Drought is a threat to food security and water availability in West Africa. As part of efforts to improve drought early warning systems, this study investigates the characteristics of West African droughts, evaluates the ability of CORDEX regional climate models to simulate the droughts and examines the impacts of future climate change (2031-2060, under the scenario RCP45) and reforestation on the characteristics of droughts. The Standardized Potential Evapotranspiration Index (SPEI) was used to define drought occurrence.
The study applied the Principal Component Analysis(PCA) on Climate Research Unit (CRU) dataset and model simulations to identify spatial patterns in West African droughts. It studied the relationships between the droughts and atmospheric teleconnections. The capability of the models in reproducing the characteristics of West African droughts was investigated. Furthermore, Regional Climate Model (RCM) experiments, using RegCM4 and WRF, were undertaken to investigate the potential impact of reforestation over Savanna (8◦N-12◦N) on drought over West Africa in near future (2031-2060) under the scenario RCP45. RegCM4 and WRF were forced with HadGEM2-ES and the ECHAM6 respectively.

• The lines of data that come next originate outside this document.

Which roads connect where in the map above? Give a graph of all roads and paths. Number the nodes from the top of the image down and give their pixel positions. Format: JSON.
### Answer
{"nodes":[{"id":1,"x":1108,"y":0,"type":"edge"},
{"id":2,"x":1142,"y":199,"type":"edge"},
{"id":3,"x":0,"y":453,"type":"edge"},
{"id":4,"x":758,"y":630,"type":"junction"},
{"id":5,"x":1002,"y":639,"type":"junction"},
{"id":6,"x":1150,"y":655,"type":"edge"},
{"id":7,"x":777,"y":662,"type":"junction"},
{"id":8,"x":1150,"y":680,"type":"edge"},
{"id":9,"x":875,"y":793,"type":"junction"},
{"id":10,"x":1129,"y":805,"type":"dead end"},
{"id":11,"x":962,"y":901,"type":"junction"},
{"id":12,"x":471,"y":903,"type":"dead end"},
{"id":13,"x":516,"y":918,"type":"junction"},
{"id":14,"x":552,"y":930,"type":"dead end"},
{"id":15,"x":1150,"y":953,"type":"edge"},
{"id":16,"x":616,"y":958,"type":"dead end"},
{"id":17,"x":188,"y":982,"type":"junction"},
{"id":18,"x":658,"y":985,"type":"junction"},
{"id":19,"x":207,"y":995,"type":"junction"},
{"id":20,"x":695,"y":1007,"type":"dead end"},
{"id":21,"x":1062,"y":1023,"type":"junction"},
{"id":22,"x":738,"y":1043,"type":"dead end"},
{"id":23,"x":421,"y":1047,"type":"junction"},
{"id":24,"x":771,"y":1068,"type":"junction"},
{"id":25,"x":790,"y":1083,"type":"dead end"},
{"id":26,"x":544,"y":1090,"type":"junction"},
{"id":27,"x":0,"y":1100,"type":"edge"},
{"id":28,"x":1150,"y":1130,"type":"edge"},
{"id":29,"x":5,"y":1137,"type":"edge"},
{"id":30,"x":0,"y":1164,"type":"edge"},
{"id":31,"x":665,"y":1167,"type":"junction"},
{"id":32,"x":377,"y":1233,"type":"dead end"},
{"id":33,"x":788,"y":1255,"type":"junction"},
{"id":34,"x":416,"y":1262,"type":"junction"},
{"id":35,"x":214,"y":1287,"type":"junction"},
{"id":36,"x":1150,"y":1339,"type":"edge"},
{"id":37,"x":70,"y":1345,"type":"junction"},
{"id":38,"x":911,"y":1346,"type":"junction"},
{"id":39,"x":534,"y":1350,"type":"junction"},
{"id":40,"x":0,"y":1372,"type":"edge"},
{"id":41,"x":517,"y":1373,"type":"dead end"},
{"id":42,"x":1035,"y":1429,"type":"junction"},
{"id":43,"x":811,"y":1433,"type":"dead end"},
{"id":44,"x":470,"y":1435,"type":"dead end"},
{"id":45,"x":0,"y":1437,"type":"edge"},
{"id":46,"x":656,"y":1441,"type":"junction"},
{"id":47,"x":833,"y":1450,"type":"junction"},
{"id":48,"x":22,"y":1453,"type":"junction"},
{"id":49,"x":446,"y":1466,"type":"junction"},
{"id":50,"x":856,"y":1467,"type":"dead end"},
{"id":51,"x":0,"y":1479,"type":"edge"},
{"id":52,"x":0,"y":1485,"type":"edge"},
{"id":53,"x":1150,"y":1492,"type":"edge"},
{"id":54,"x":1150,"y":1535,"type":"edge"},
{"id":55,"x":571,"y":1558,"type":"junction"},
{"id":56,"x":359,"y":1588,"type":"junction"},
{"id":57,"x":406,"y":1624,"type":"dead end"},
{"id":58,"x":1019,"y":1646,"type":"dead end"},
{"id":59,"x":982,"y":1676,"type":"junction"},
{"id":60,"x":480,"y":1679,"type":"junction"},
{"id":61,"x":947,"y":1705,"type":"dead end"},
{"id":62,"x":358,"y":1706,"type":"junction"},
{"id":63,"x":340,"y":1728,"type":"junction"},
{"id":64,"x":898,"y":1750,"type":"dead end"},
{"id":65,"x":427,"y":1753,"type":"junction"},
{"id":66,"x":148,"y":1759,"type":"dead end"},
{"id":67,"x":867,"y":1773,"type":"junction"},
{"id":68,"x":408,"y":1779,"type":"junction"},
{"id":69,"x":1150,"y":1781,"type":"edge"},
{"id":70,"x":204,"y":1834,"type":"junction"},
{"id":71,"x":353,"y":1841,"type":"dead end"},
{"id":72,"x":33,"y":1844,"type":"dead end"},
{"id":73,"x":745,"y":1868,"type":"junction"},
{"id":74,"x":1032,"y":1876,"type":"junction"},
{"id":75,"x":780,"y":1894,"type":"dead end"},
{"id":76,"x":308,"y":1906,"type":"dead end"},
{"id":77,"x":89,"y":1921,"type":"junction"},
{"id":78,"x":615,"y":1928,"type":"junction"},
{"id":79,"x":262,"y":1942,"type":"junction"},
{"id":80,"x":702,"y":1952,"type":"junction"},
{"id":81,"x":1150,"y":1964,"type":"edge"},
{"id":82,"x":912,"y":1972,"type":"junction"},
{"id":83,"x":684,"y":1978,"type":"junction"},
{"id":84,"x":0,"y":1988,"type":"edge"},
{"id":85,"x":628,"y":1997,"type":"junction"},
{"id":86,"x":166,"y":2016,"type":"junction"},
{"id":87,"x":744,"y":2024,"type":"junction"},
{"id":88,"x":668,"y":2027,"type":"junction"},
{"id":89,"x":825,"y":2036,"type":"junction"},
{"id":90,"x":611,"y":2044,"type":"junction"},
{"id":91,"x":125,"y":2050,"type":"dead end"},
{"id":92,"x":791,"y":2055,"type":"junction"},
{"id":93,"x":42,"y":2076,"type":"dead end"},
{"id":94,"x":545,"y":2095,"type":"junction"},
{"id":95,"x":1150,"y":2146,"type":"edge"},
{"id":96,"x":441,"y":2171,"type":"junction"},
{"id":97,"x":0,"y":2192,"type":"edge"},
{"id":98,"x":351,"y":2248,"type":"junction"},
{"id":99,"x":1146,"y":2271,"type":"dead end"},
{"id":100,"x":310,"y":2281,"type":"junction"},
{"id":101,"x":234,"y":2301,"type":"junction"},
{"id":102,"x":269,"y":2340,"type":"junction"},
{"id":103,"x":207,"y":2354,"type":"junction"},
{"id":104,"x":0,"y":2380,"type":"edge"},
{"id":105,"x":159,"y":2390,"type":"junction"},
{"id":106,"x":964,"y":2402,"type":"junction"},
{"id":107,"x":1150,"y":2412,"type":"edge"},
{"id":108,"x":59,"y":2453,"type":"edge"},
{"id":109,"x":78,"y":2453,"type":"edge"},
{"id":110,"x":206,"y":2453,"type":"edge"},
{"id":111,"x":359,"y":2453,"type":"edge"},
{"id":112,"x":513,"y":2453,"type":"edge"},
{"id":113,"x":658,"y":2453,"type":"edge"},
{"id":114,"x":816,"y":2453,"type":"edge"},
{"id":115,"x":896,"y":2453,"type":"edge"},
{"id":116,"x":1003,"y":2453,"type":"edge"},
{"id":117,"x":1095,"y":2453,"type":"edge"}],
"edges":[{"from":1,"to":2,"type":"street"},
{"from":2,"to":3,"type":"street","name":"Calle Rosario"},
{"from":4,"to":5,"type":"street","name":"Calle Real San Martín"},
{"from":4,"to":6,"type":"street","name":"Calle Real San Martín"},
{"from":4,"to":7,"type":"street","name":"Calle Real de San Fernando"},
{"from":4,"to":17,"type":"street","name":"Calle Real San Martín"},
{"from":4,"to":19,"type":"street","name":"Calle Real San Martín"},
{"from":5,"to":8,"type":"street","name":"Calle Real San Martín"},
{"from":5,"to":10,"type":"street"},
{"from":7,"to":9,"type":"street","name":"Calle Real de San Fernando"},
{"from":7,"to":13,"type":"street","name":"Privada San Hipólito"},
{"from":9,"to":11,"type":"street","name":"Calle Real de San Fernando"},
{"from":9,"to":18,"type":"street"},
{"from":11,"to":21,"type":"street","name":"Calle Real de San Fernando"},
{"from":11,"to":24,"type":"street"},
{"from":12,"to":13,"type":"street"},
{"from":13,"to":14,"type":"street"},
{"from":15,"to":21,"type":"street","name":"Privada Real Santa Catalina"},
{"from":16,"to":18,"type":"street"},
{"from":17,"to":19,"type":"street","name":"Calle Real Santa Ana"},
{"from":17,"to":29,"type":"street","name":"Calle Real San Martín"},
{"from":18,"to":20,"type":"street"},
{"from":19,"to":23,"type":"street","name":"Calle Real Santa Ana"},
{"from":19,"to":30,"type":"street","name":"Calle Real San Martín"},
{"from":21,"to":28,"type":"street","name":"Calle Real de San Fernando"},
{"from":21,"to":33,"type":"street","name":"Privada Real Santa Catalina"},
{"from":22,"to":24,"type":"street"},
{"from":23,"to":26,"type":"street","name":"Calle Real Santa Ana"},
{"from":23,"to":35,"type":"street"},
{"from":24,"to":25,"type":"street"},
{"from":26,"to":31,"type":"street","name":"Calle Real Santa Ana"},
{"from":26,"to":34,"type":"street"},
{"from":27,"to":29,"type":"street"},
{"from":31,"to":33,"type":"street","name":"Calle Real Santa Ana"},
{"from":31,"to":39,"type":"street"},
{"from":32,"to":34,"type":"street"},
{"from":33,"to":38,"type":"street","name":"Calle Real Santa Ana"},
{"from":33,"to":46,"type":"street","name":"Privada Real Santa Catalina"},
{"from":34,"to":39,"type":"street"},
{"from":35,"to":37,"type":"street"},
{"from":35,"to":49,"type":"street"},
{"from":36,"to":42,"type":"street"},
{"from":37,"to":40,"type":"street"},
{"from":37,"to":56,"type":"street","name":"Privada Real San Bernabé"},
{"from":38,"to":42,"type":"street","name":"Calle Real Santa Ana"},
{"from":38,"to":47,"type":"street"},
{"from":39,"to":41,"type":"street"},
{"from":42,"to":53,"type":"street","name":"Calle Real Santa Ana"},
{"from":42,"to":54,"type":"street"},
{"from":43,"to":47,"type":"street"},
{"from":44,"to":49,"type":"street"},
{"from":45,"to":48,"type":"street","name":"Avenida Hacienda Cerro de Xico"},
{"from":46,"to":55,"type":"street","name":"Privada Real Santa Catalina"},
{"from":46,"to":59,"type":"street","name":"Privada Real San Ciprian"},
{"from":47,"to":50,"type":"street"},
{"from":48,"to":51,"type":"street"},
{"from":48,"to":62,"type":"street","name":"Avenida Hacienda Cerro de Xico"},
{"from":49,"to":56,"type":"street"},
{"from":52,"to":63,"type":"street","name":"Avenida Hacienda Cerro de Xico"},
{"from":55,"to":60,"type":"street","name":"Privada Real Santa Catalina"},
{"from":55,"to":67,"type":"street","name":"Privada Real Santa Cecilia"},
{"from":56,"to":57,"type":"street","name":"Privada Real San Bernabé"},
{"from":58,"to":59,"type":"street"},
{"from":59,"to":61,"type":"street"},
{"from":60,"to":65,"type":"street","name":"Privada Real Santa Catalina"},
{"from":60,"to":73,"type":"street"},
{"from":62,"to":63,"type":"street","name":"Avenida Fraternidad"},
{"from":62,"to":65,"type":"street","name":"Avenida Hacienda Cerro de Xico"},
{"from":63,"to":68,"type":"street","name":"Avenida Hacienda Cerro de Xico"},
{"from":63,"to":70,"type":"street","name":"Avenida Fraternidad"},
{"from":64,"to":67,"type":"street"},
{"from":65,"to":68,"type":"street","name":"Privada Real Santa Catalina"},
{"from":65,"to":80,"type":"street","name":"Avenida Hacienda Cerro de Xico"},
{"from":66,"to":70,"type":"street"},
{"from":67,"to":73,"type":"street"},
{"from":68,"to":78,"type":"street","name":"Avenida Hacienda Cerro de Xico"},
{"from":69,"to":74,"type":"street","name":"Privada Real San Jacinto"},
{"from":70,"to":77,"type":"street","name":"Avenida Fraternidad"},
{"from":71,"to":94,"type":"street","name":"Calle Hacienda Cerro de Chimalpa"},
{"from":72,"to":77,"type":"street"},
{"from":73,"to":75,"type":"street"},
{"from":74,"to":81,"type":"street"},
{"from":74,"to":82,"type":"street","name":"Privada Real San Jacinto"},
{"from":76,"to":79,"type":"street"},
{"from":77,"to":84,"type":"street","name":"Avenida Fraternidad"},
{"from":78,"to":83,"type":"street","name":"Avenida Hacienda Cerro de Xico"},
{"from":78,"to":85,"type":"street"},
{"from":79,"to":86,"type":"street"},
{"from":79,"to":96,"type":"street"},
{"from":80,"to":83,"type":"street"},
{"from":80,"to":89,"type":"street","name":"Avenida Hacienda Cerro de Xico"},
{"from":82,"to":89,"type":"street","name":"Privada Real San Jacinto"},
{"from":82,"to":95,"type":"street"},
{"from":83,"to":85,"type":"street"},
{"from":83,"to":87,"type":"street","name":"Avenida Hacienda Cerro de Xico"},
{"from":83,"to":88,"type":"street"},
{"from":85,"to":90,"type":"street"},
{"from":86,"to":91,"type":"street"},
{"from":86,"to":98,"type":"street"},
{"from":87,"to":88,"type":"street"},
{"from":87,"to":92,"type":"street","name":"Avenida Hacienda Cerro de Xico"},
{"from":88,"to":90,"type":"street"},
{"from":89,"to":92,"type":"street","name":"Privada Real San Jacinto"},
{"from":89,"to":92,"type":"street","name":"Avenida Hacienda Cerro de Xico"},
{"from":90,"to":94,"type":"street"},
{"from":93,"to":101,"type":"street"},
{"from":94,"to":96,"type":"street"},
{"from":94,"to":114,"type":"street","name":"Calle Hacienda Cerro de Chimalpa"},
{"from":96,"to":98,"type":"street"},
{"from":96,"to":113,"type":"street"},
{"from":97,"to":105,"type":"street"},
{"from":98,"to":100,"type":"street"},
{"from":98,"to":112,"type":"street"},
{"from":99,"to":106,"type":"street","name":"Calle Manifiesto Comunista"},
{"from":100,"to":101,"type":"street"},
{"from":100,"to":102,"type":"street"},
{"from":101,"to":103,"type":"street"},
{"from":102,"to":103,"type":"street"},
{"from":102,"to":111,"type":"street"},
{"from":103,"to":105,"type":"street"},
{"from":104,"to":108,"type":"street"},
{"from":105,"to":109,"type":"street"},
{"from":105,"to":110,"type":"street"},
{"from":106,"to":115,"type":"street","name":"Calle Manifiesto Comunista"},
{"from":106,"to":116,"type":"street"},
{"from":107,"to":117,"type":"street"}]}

The study evaluated the performance of both regional climate models to simulate the present-day(1971-2000) mean climatology on seasonal basis while the impacts of global warming and reforestation on drought regimes were investigated using Self-Organizing-Map(SOM).
The study showed that about 60% of West African droughts can be grouped into 4 patterns (or modes). The first pattern featured drought over east Sahel, the second over west Sahel, the third over Savanna and the fourth over Guinea coast. Most CORDEX models reproduced at least two droughts patterns, but only one model(REMO) reproduces all the four drought patterns. The correlation between observed and simulated drought patterns reveals that some models perform better than ERAINT reanalysis in simulating the seasonal variation of the patterns.
The model evaluation showed that both models were able to capture the seasonal variability of the rainfall and the Sahel Heat Low; however, they struggled to accurately simulate the onset and retreat of the West African monsoon and overestimated precipitation over the Fouta Djalon and the Gulf of Guinea. Both models project warmer conditions over West Africa with a significant increase in temperatures from 1◦C near the coasts up to 3◦C over the Sahel. This zonal warming induced an increase in water demand and severe droughts frequencies from 2 events/decade to 9 events/decade. As for rainfall, models are not consensual: REGCM projects a significantly decrease by -1 mm/day to -2 mm/day over Nigeria, Cameroon and Chad and an increase by 0.6 to 2.2 mm/day over Guinea plateau, Cote d’Ivoire, Northern Ghana and South-West Nigeria.Meanwhile, rainfall over the entire Savanna is expected to decrease by -0.6 to -2 mm/day with WRF model.
The study found that reforestation over Savanna reduces the increase in temperature by -0.1◦C to -0.8◦C and the frequency of severe drought by 1-2 events/decade over the reforested area. It also increases precipitation by 0.8 to 1.2 mm/day over the reforested area. As for drought regime, the impacts of reforestation could follow two opposite paths: while it could decrease the frequency of drought events over Savanna and the Guinea coasts by 1-2 events/decade, it increases it by 1 event/decade over Sahel
especially in July-August-September.